Earlier last month, I was delighted to cut the ribbon to officially open the Al Habtoor City Hotel Collection — Dubai’s first St. Regis and W hotel as well as the largest Westin in the region. I also reopened the Metropolitan Hotel Dubai on Sheikh Zayed Road, while I expect the grand opening of Al Habtoor Polo Resort & Club early this year.
I have every confidence that the UAE’s economic trajectory is going nowhere but upwards, despite lower oil revenues impacting all major oil-producing states to varying degrees. Thanks to the government’s diversification policies, the country’s non-oil related sectors account for over two-thirds of GDP and rising.
Overall, forecasts — including the International Monetary Fund’s — predict growth of up to 3 percent this year and the widely quoted Capital Economics asserts that the UAE “is likely to be the best performing economy in the Gulf in 2017 - 2018”.
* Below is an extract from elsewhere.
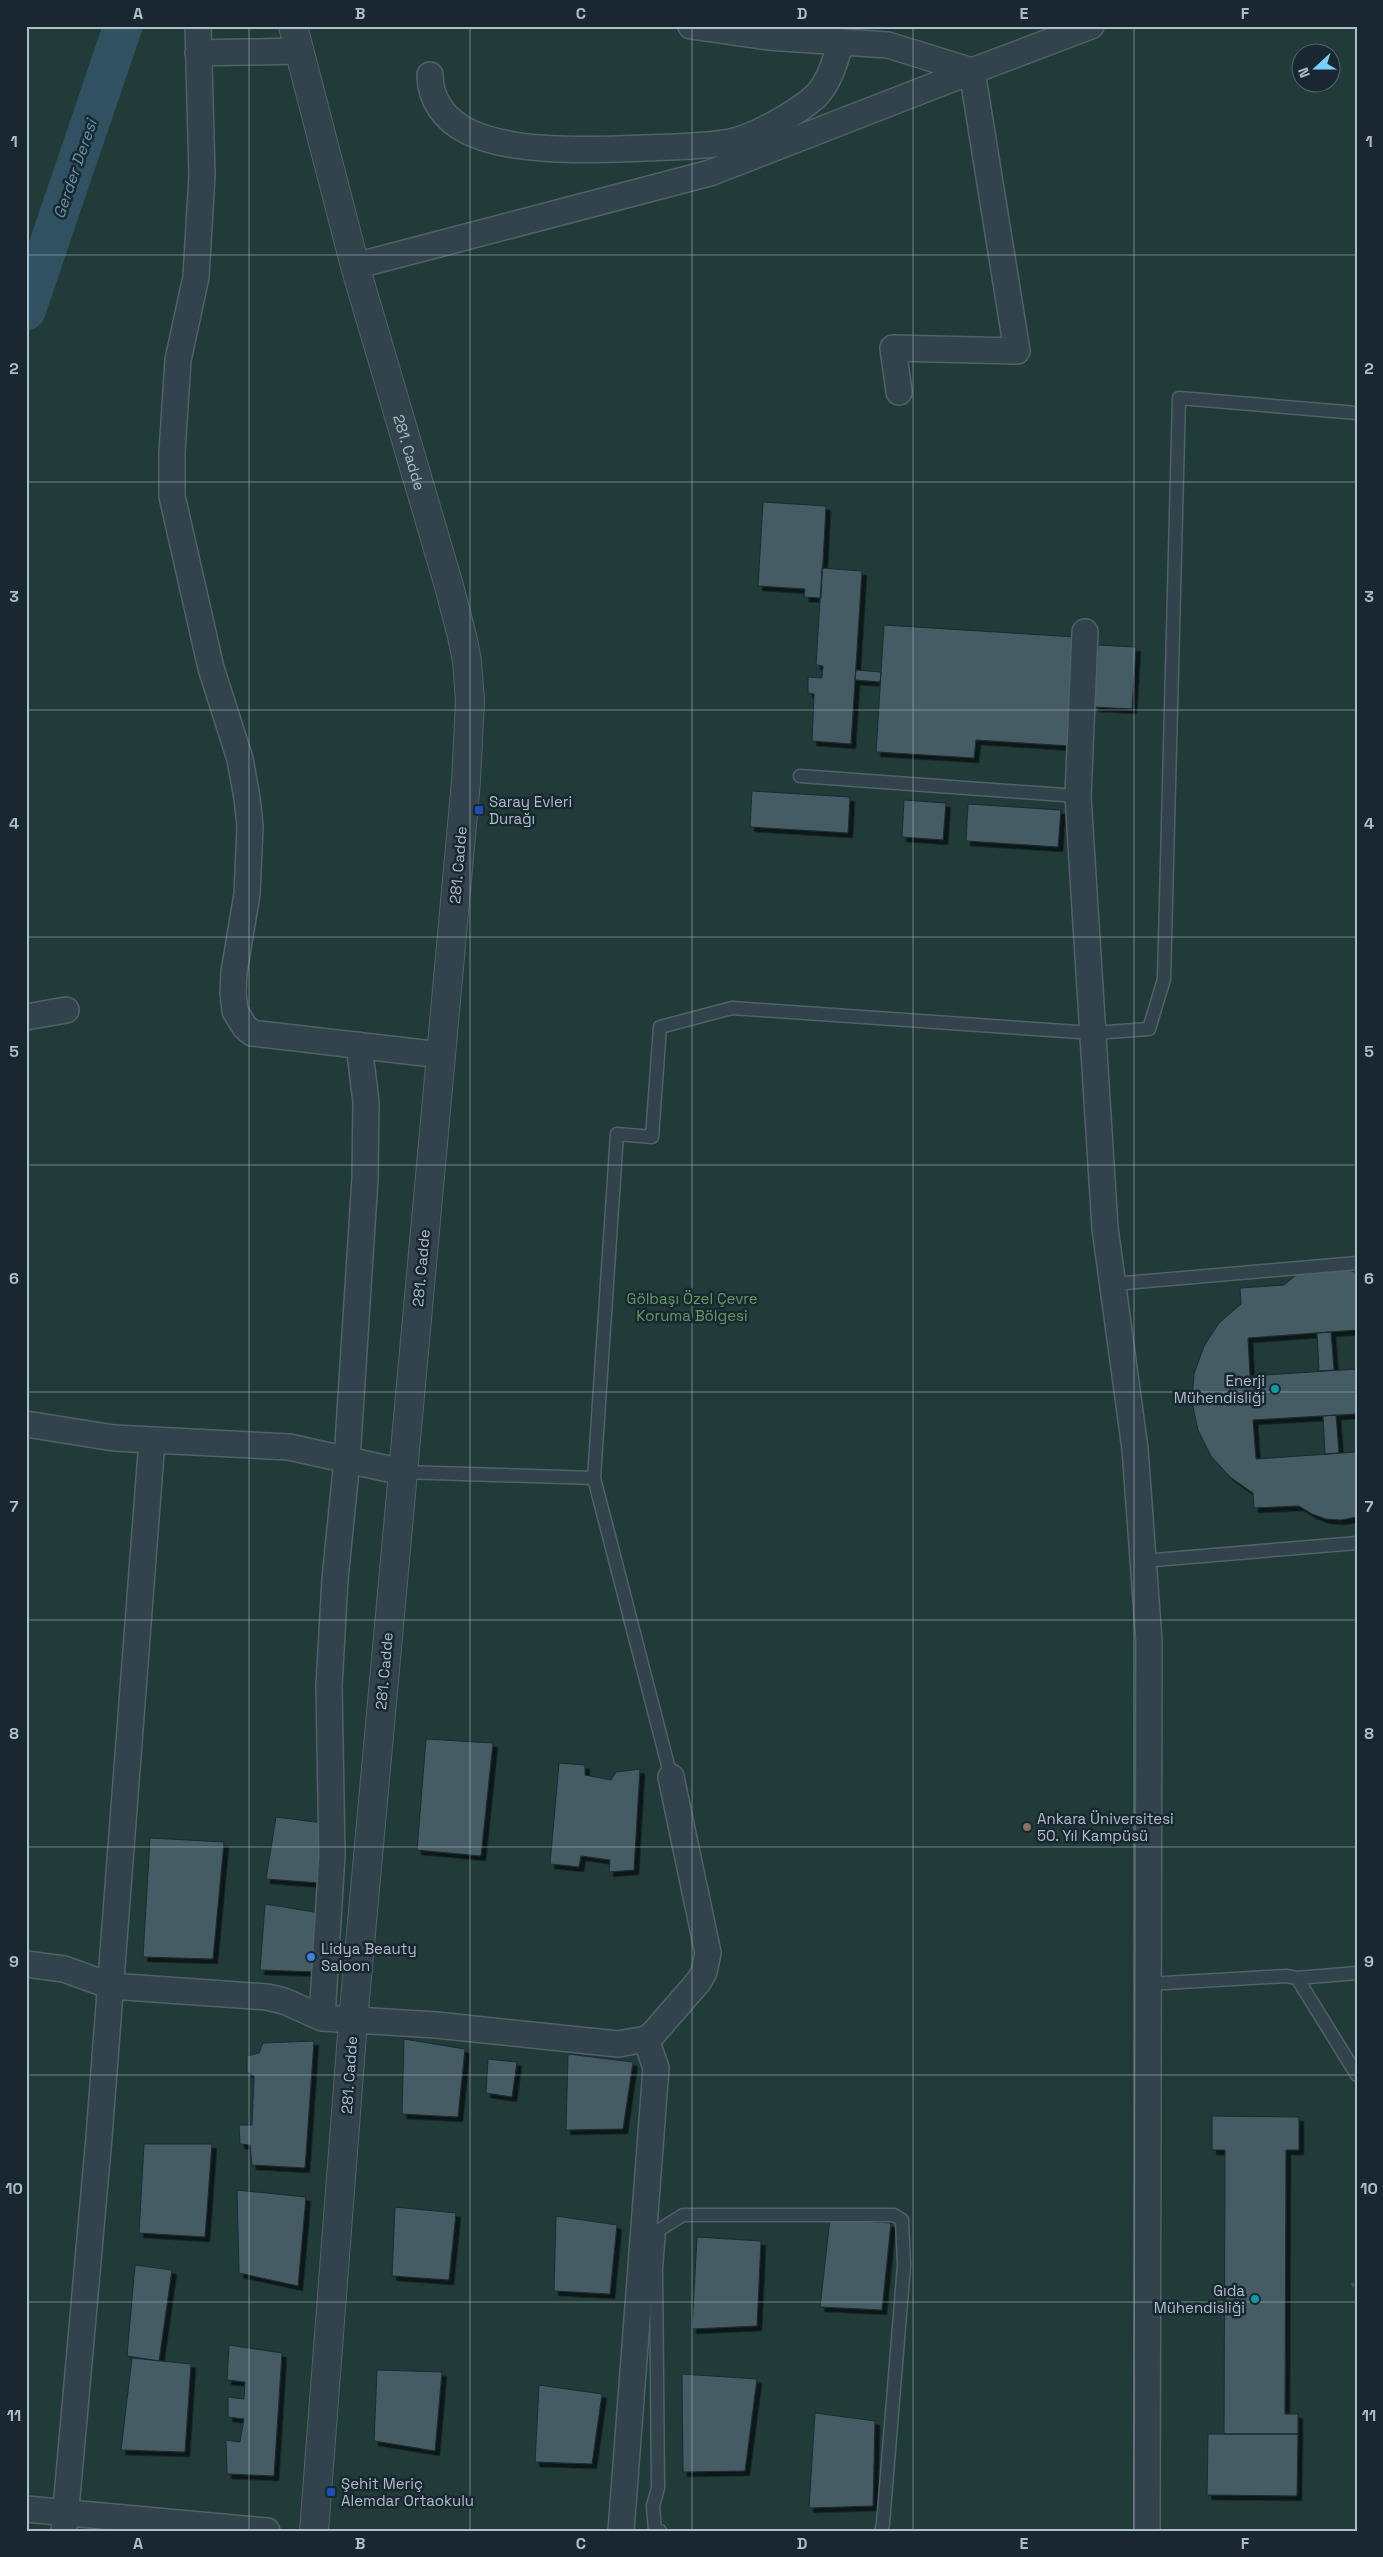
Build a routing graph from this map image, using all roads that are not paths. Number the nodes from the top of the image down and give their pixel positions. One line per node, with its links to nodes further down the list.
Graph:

The Emirates may have risen from the sands, but our economy certainly did not; its foundations are rock solid, our successes flourishing amid a safe, secure and open door climate that values innovation while demanding excellence within both the public and private sectors. The country is renowned for its ease of doing business free of burdensome bureaucracy attracting numerous international corporations to relocate their head offices to Abu Dhabi and Dubai.
Hard lessons were learned from the 2008 global downturn, a shock that has led to numerous economic cushions being put in place by the government to guard against future harmful ripples. We had a rough ride but today we are ready to withstand the unexpected.
Among the sectors poised for expansion are tourism, manufacturing and exports.
The UAE’s rich cultural heritage, natural diversity and developed infrastructure are factors that make the country a strong competitor on the world tourism map. Tourism is one of the main pillars of the post-oil economy.
Tourism has been boosted by visas on arrival for Chinese nationals, increased flights to Indian cities, new leisure attractions for middle class families and Abu Dhabi’s thrust to become a hub for cruise ships.
People do not tend to associate the Emirates with manufacturing but you may be surprised to learn that manufactured goods account for over half of the UAE’s non-petroleum exports and is the second largest contributor to the nation’s economic health. Latest statistics suggest trade is up by 3 percent on last year.
Of course, there will always be doubters, doom merchants and the media, especially the Western media, which loves to come up with negative headlines. But as a businessman who has a pulse on his country’s fortunes, all they do is make me yawn. We who are privileged to live and do business here are appreciative of all the opportunities the Emirates offers.
The sky is the limit for those who dream big dreams and are prepared to work hard to make them come true… or perhaps not.